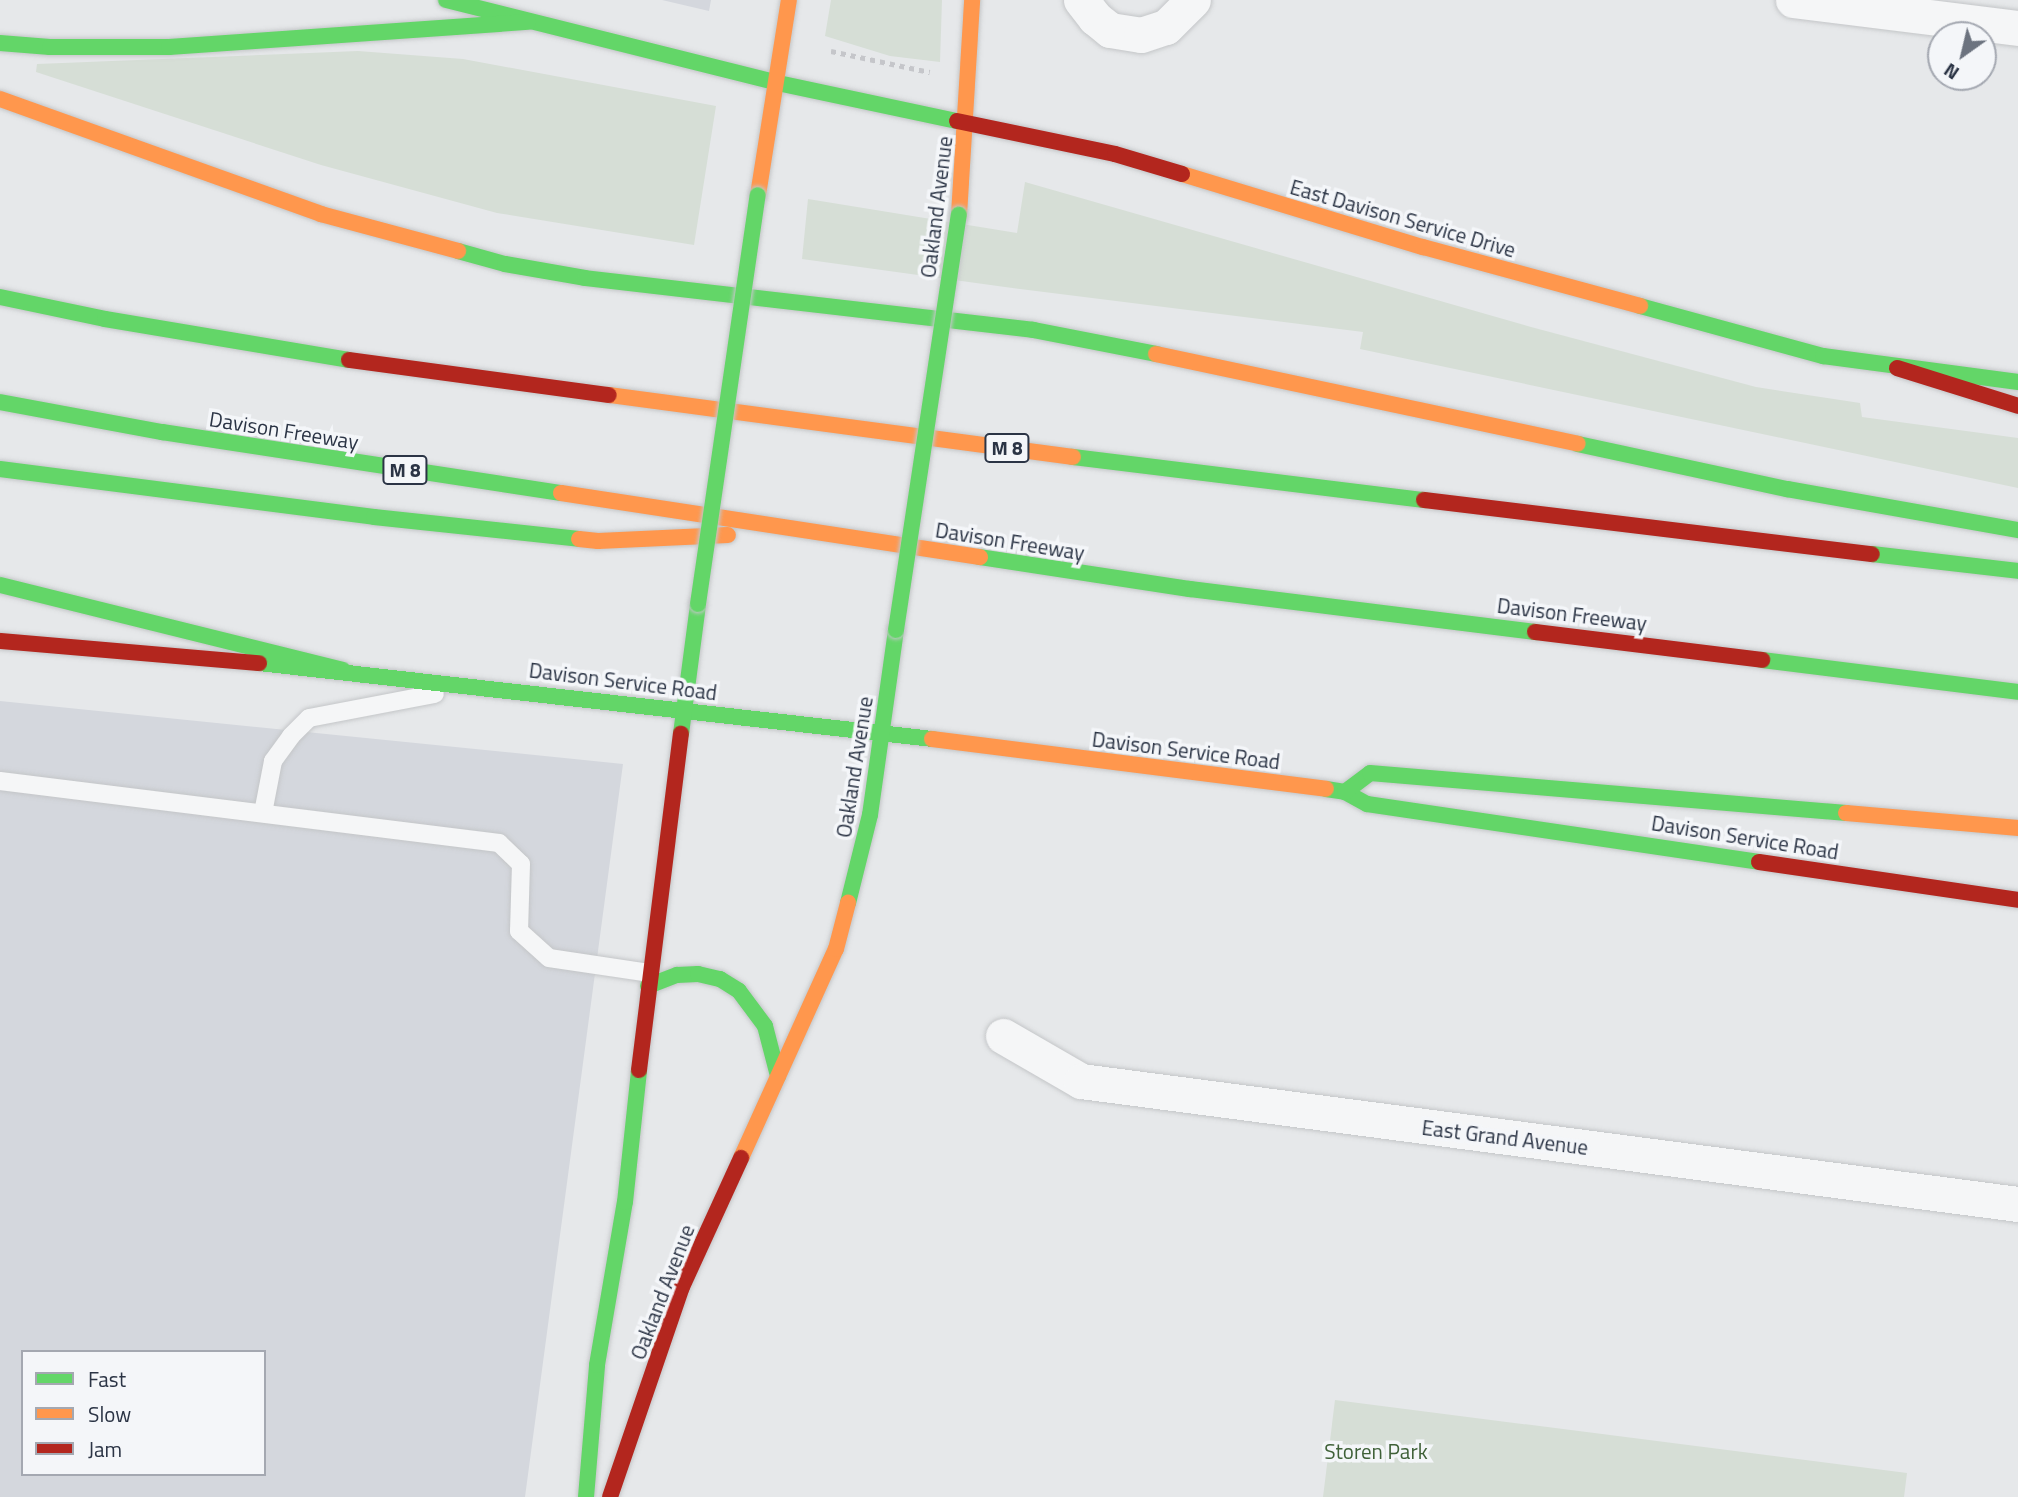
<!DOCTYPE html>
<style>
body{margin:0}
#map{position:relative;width:2018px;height:1497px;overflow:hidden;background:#e6e8ea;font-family:"Titillium Web",sans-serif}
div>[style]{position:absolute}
.built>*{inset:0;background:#d4d7dd}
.green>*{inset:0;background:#d6ded6}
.path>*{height:4.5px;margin-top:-2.25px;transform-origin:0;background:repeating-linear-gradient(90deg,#c5c6ca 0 5px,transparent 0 10px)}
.roads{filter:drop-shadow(0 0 2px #c4c6c8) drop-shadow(0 0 2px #c4c6c8)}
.lane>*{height:18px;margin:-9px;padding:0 9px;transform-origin:9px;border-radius:9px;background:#f5f6f7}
.street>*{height:35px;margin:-17.5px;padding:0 17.5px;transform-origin:17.5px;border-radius:17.5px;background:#f5f6f7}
.fast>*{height:16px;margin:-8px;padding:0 8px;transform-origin:8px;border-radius:8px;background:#63d668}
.slow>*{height:16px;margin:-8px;padding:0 8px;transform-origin:8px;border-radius:8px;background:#ff974d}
.jam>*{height:16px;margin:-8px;padding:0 8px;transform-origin:8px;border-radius:8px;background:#b3261e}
.bridges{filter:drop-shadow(0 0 2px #c4c6c8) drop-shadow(0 0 2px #c4c6c8)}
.fast-bridge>*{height:16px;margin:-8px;padding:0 8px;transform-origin:8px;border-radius:8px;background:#63d668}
span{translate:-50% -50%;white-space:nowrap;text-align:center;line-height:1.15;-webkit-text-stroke:7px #f4f6f9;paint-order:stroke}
.shield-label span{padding:2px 5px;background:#f4f6f9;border:2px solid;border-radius:5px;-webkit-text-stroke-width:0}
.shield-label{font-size:19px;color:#2b3445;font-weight:700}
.street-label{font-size:21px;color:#2b3445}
.park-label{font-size:21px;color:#3f6138}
.legend{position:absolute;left:21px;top:1350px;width:245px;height:126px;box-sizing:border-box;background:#f4f6f9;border:2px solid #a4a8b1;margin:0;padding:9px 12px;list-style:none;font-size:21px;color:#2b3445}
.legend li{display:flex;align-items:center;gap:14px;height:35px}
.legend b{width:35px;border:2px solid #a4a8b1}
.north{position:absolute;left:1927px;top:21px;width:70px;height:70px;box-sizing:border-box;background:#f4f6f9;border:2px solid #a4a8b1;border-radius:50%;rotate:214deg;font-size:19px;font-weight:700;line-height:28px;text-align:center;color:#2b3445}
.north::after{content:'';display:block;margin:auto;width:24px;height:32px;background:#6c737f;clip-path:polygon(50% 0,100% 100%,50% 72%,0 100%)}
</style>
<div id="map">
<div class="built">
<i style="clip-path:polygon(662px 0,711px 0,709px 11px)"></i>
<i style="clip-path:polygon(evenodd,0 701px,623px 764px,525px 1497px,0 1497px,0 701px,23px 1352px,264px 1352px,264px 1474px,23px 1474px,23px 1352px)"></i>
</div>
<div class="green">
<i style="clip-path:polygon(831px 0,942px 0,940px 62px,890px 56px,825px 36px)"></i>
<i style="clip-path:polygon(358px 51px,463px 59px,716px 106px,694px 245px,497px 213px,321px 165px,36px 72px,37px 64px)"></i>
<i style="clip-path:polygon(1025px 182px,1531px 327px,1756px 387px,1860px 403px,1862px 417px,2018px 438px,2018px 488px,1360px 349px,1363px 332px,1005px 287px,802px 259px,808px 199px,1017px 233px)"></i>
<i style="clip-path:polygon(1335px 1400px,1907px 1473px,1904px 1497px,1323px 1497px)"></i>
</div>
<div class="path">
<i style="left:831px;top:51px;width:101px;rotate:12deg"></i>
</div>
<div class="roads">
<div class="lane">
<i style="left:0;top:781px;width:503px;rotate:7.08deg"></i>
<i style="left:499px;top:843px;width:30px;rotate:44deg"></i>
<i style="left:521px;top:864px;width:67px;rotate:91.7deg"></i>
<i style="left:519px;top:931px;width:40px;rotate:42deg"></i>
<i style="left:549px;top:958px;width:101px;rotate:8.5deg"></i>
<i style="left:263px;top:813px;width:53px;rotate:-79.1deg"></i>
<i style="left:273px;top:761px;width:31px;rotate:-54deg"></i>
<i style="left:291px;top:736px;width:25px;rotate:-45deg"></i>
<i style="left:309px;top:718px;width:128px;rotate:-10.8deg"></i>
</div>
<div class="street">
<i style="left:1081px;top:0;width:23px;rotate:52deg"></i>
<i style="left:1095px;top:18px;width:19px;rotate:39deg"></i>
<i style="left:1110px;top:30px;width:31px;rotate:9deg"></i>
<i style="left:1141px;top:35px;width:26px;rotate:-18deg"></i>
<i style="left:1166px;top:27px;width:38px;rotate:-45deg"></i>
<i style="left:1793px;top:0;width:227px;rotate:7.1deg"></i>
<i style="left:1003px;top:1036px;width:90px;rotate:30deg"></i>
<i style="left:1081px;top:1081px;width:945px;rotate:7.48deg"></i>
</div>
<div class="fast">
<i style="left:446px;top:0;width:342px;rotate:14deg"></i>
<i style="left:778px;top:83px;width:183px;rotate:12deg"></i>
<i style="left:0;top:43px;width:50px;rotate:4.6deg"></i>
<i style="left:50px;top:47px;width:119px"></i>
<i style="left:169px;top:47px;width:360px;rotate:-4deg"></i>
<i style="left:458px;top:251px;width:49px;rotate:15.5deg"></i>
<i style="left:505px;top:264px;width:81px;rotate:9.9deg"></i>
<i style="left:585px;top:278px;width:451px;rotate:6.6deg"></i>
<i style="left:1033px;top:330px;width:125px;rotate:11deg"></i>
<i style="left:0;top:297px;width:107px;rotate:11.8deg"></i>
<i style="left:105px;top:319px;width:247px;rotate:9.5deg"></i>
<i style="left:1640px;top:306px;width:190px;rotate:15.3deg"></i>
<i style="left:1823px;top:356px;width:197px;rotate:7.6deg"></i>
<i style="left:0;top:402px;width:165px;rotate:10.5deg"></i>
<i style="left:162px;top:432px;width:404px;rotate:8.7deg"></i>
<i style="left:1578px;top:444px;width:214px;rotate:12.2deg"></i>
<i style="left:1787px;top:489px;width:235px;rotate:10.1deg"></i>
<i style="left:1073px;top:457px;width:354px;rotate:7deg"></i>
<i style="left:0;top:469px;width:377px;rotate:7.3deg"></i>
<i style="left:374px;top:517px;width:206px;rotate:6.1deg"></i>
<i style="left:1872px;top:554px;width:147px;rotate:6.6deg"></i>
<i style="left:980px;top:557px;width:212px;rotate:8.7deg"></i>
<i style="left:1190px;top:589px;width:348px;rotate:7.1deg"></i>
<i style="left:0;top:585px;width:353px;rotate:13.9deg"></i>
<i style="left:1762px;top:660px;width:258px;rotate:7.1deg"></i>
<i style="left:259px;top:663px;width:677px;rotate:6.44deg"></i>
<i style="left:681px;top:734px;width:131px;rotate:-82.5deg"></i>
<i style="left:1326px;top:789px;width:19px;rotate:9deg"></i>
<i style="left:1345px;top:792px;width:25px;rotate:29deg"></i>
<i style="left:1367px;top:804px;width:396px;rotate:8.4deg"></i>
<i style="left:1345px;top:792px;width:31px;rotate:-37deg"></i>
<i style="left:1370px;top:773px;width:478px;rotate:4.8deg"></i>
<i style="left:848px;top:903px;width:91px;rotate:-76deg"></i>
<i style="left:870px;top:815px;width:187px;rotate:-82deg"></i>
<i style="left:648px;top:986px;width:31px;rotate:-21deg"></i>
<i style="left:677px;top:975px;width:21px;rotate:-3deg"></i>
<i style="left:698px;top:974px;width:23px;rotate:13deg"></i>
<i style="left:720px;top:979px;width:22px;rotate:32deg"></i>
<i style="left:739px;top:991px;width:44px;rotate:53.4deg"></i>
<i style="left:765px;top:1026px;width:52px;rotate:75.4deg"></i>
<i style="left:586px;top:1497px;width:132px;rotate:-85.2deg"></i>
<i style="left:597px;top:1365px;width:165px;rotate:-80.3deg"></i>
<i style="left:625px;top:1202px;width:133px;rotate:-83.9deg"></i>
</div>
<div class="slow">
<i style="left:0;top:99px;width:341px;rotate:19.7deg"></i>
<i style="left:321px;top:214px;width:142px;rotate:15.1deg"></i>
<i style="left:1182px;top:174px;width:252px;rotate:16.9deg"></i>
<i style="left:1423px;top:247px;width:225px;rotate:15.2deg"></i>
<i style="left:758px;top:195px;width:197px;rotate:-81deg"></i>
<i style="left:959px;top:215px;width:215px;rotate:-86.5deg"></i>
<i style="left:1156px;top:354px;width:431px;rotate:12deg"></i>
<i style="left:609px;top:395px;width:468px;rotate:7.6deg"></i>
<i style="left:561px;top:493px;width:424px;rotate:8.7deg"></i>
<i style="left:579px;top:539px;width:19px;rotate:6deg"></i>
<i style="left:598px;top:541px;width:130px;rotate:-2.6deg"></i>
<i style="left:932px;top:739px;width:397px;rotate:7.2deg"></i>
<i style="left:1846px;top:813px;width:173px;rotate:5deg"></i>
<i style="left:741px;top:1158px;width:230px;rotate:-65.6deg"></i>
<i style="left:836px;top:949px;width:48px;rotate:-75.4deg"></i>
</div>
<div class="jam">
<i style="left:957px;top:121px;width:161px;rotate:11.8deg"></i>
<i style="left:1115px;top:154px;width:70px;rotate:16.6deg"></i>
<i style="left:349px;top:360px;width:262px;rotate:7.7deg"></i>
<i style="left:1897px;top:368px;width:127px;rotate:17.4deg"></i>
<i style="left:1424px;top:500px;width:451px;rotate:6.9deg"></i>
<i style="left:1535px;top:632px;width:229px;rotate:7deg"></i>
<i style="left:0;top:641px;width:260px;rotate:4.9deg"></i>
<i style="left:1759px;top:862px;width:262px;rotate:8.3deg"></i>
<i style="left:639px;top:1070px;width:339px;rotate:-82.9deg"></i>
<i style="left:610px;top:1497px;width:222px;rotate:-71.1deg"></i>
<i style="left:682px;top:1287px;width:142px;rotate:-65.4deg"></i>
</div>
</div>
<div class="bridges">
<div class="fast-bridge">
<i style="left:698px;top:604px;width:413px;rotate:-81.7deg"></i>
<i style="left:896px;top:630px;width:420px;rotate:-81.4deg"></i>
</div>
</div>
<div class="shield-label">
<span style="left:1007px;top:448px">M 8</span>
<span style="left:405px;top:470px">M 8</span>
</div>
<div class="street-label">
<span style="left:936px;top:207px;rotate:-83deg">Oakland Avenue</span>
<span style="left:1403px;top:218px;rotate:16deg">East Davison Service Drive</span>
<span style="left:284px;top:430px;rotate:9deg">Davison Freeway</span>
<span style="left:1010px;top:541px;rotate:9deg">Davison Freeway</span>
<span style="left:1572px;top:614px;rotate:7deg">Davison Freeway</span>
<span style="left:623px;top:681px;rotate:7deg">Davison Service Road</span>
<span style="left:1186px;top:750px;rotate:7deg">Davison Service Road</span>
<span style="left:854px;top:767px;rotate:-81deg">Oakland Avenue</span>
<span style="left:1745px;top:837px;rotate:9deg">Davison Service Road</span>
<span style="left:1505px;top:1137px;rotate:7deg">East Grand Avenue</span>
<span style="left:662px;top:1292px;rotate:-69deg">Oakland Avenue</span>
</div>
<div class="park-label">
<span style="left:1376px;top:1451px">Storen Park</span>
</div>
<ul class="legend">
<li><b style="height:9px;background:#63d668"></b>Fast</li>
<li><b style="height:9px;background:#ff974d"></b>Slow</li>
<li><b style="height:9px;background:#b3261e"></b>Jam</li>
</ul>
<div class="north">N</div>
</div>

- Your assignment:
Copy nothing but the lines from the start of the entries through the line with "0 5px,transparent 0". Write them out exactly, without pictures.

- Written answer:
<!DOCTYPE html>
<style>
body{margin:0}
#map{position:relative;width:2018px;height:1497px;overflow:hidden;background:#e6e8ea;font-family:"Titillium Web",sans-serif}
div>[style]{position:absolute}
.built>*{inset:0;background:#d4d7dd}
.green>*{inset:0;background:#d6ded6}
.path>*{height:4.5px;margin-top:-2.25px;transform-origin:0;background:repeating-linear-gradient(90deg,#c5c6ca 0 5px,transparent 0 10px)}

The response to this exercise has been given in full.